**How to complete this task:** Look through the data below. Collect every line where the word "graph" occurs.

== Supplied data ==

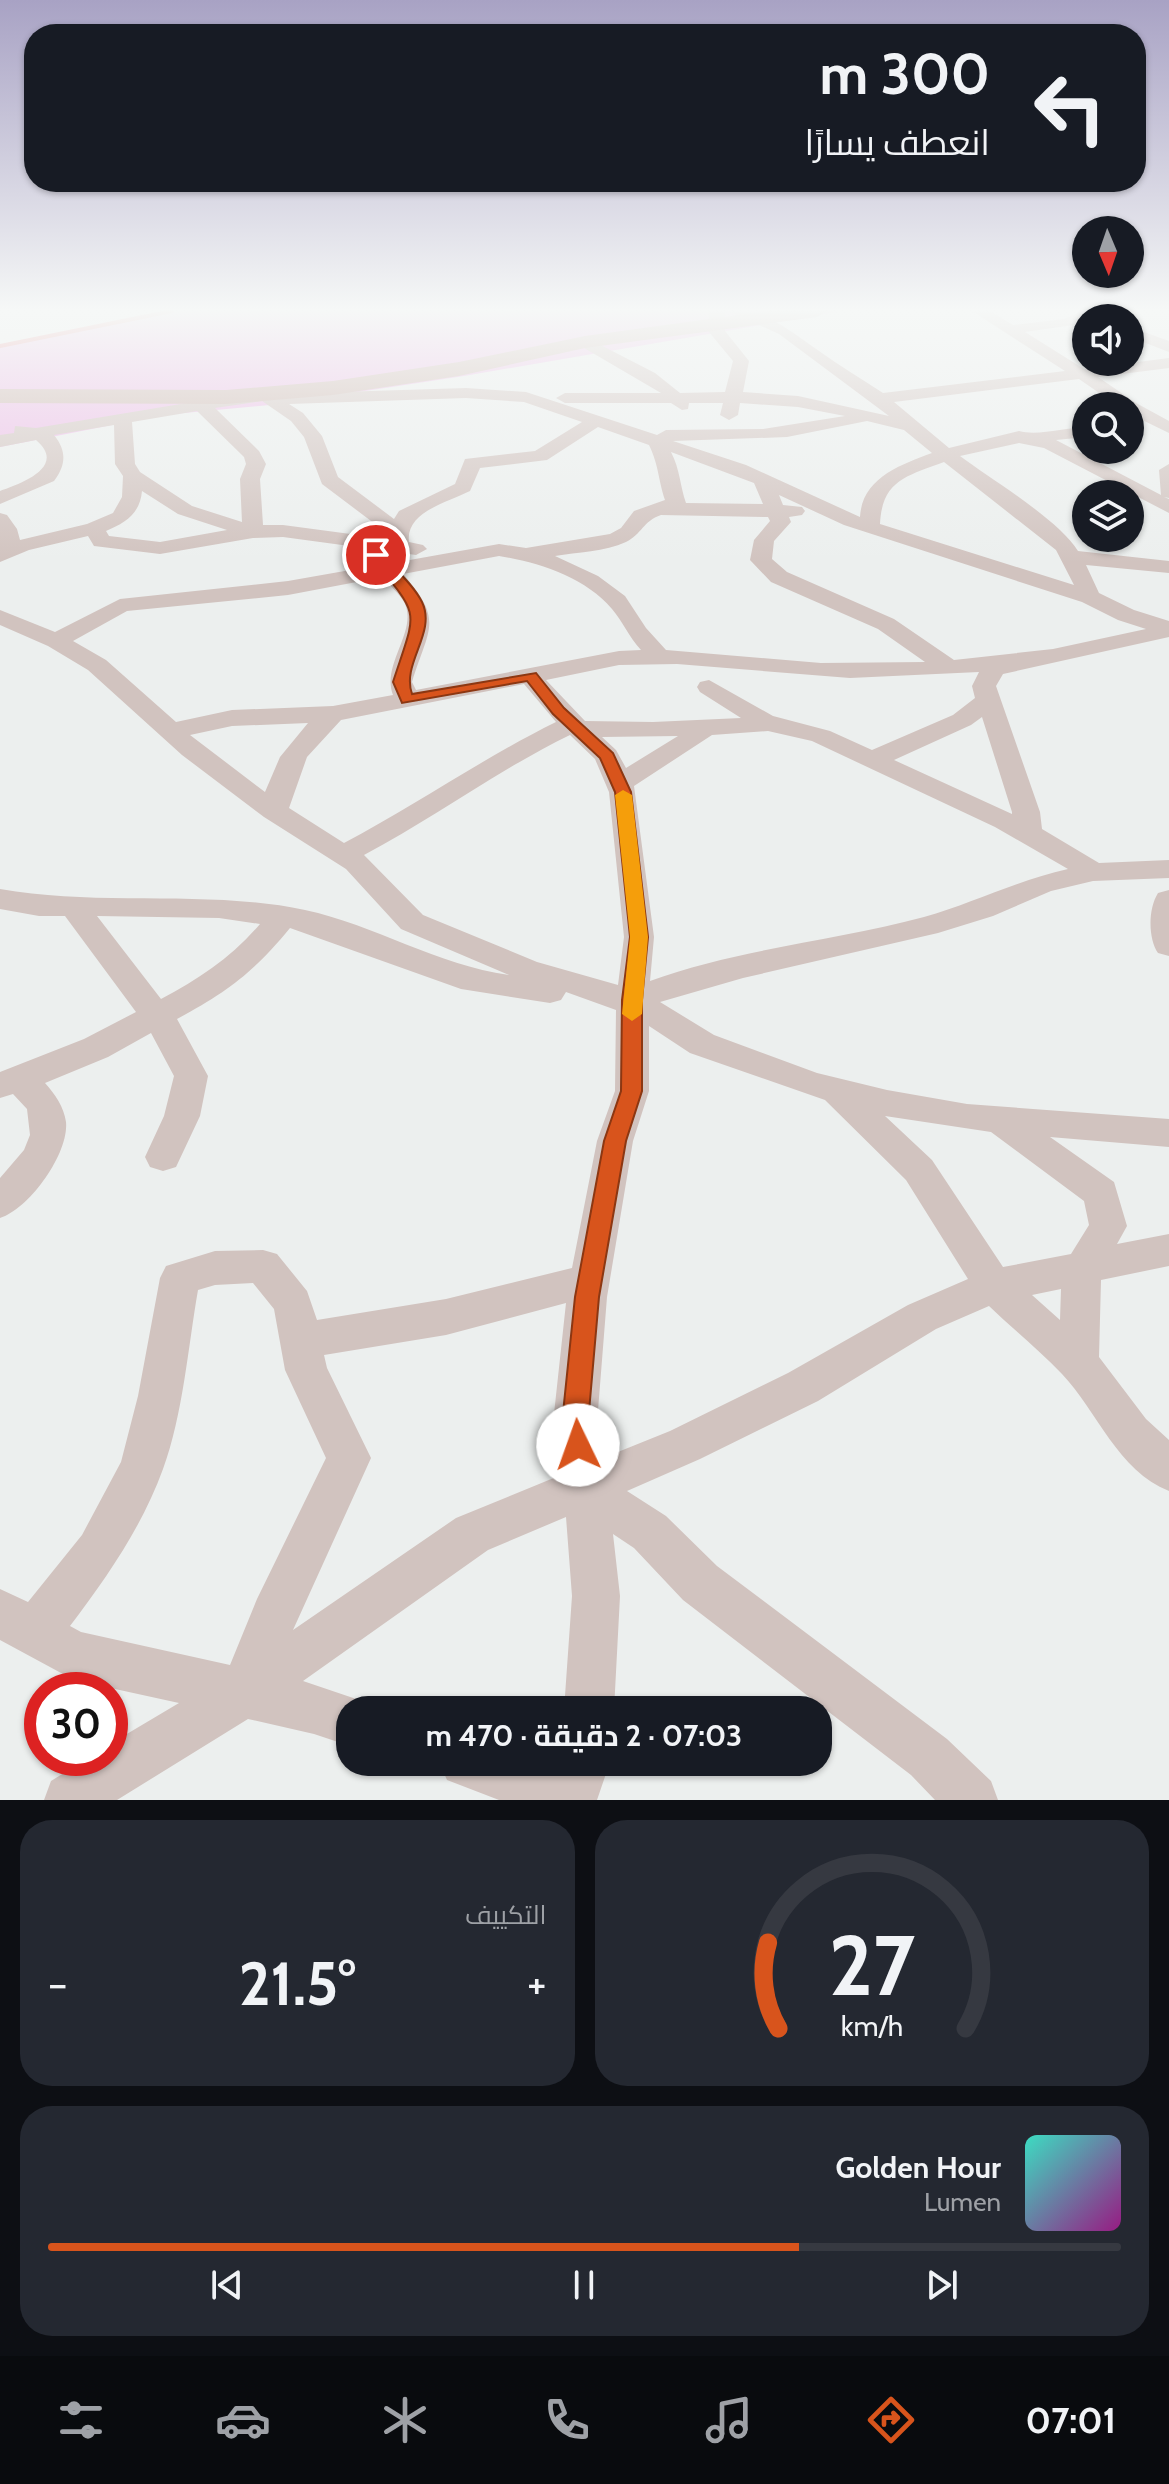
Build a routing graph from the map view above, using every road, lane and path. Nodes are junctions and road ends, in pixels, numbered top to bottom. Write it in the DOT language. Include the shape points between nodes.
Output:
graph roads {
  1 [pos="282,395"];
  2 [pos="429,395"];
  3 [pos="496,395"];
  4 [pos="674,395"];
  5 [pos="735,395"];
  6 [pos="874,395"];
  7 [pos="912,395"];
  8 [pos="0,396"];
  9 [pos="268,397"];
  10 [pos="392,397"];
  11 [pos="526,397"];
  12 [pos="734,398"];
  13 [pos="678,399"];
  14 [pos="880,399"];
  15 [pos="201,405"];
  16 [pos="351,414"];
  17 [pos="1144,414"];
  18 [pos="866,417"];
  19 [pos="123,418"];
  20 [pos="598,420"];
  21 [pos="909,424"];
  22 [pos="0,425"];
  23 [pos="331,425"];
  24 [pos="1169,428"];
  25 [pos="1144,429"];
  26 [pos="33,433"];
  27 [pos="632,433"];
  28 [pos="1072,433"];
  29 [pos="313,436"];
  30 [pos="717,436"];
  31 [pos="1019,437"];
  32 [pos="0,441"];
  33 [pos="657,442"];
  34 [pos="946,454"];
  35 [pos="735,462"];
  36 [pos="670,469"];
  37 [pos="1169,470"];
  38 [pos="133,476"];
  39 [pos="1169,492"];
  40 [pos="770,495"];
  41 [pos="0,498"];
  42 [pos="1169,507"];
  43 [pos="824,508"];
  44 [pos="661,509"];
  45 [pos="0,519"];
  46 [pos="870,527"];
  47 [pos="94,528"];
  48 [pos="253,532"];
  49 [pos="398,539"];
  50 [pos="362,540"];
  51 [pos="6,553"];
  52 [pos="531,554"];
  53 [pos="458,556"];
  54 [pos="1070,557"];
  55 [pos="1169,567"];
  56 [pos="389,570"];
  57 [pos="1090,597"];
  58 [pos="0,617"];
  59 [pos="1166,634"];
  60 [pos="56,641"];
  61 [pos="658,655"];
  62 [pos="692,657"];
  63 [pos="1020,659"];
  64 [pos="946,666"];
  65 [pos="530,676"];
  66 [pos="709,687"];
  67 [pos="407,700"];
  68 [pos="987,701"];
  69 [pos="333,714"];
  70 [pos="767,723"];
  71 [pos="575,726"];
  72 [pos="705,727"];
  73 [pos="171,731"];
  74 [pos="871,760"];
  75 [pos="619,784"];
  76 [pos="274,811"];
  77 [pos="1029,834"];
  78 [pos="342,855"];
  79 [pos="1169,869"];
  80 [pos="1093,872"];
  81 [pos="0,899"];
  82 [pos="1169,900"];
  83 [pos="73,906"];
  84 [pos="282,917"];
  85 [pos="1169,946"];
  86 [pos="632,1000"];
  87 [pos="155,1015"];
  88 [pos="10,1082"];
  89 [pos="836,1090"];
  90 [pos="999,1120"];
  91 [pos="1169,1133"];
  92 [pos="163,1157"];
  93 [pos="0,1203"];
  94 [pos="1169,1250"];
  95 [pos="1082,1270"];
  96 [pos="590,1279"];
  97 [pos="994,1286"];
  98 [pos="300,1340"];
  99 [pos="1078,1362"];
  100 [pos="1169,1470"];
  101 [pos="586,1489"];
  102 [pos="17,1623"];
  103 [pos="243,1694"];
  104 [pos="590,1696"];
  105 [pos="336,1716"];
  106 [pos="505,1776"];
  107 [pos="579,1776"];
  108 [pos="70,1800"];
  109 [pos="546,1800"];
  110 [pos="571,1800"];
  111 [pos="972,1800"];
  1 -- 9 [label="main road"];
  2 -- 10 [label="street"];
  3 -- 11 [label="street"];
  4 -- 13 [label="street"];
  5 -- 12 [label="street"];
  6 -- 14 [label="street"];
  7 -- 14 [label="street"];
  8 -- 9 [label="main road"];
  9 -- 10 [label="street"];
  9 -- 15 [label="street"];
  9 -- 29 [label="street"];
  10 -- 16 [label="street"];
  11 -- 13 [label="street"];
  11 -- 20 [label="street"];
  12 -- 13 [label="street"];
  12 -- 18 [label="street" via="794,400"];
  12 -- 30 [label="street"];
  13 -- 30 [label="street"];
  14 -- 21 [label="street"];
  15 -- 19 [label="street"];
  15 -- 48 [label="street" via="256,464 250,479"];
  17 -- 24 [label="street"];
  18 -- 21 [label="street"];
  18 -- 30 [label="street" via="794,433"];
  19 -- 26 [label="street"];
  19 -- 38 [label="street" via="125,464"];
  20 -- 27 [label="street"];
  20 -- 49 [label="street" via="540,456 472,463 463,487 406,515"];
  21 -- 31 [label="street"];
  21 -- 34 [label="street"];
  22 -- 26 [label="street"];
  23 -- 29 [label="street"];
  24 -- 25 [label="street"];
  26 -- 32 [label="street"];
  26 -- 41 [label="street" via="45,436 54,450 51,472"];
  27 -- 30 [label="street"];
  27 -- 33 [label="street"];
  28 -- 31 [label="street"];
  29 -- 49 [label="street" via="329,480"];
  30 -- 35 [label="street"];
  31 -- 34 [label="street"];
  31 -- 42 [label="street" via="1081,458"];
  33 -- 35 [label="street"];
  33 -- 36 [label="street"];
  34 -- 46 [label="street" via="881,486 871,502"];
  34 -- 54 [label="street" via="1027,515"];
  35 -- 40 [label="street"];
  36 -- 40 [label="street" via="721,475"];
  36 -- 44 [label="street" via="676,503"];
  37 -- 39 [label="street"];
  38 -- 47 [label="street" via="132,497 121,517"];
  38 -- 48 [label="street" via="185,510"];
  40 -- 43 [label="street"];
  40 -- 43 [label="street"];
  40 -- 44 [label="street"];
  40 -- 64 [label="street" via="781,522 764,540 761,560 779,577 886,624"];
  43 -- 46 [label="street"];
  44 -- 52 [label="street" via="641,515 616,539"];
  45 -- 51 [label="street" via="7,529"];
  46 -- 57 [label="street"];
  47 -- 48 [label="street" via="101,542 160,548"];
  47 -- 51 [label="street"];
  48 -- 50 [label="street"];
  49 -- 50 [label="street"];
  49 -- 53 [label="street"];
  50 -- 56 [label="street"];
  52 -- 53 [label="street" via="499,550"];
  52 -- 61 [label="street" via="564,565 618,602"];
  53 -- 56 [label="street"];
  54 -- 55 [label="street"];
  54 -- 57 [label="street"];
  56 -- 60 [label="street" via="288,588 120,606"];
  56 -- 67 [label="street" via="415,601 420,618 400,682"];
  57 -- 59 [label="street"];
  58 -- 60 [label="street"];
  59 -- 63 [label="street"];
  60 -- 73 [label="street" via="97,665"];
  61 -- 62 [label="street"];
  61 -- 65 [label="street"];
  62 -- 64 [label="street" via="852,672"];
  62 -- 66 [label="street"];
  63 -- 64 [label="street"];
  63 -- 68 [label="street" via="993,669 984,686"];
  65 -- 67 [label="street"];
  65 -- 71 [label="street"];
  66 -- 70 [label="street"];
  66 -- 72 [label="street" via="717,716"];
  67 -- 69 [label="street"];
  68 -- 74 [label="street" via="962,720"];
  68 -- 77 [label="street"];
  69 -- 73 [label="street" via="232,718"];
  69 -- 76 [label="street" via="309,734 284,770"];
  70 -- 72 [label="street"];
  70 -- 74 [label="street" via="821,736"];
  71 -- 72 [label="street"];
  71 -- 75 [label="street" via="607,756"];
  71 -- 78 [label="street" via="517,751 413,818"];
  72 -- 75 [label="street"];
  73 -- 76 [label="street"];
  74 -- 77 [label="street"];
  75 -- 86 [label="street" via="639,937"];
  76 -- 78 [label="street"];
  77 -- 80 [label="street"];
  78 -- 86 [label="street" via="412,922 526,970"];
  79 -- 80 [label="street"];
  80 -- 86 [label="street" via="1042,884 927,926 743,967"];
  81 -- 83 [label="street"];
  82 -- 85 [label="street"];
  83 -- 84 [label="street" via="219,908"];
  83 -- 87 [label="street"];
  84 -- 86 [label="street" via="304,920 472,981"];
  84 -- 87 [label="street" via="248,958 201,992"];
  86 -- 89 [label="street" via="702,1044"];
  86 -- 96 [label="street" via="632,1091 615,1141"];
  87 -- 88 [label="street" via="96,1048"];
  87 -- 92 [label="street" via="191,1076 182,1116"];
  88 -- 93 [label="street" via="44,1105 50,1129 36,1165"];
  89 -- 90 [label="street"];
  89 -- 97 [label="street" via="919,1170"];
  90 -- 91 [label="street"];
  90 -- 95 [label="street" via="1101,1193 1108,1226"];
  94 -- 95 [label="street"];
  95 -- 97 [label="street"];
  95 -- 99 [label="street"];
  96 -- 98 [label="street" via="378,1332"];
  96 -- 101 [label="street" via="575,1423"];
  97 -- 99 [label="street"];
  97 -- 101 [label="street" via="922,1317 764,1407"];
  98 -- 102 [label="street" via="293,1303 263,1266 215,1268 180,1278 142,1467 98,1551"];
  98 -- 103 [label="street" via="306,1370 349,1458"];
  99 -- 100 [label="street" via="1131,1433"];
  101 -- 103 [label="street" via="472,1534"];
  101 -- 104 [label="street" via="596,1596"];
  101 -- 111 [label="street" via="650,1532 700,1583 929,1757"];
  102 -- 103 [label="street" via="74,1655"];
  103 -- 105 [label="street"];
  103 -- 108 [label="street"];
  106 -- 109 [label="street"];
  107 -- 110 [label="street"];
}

===

**Response area:**
Build a routing graph from the map view above, using every road, lane and path. Nodes are junctions and road ends, in pixels, numbered top to bottom. Write it in the DOT language. Include the shape points between nodes.
graph roads {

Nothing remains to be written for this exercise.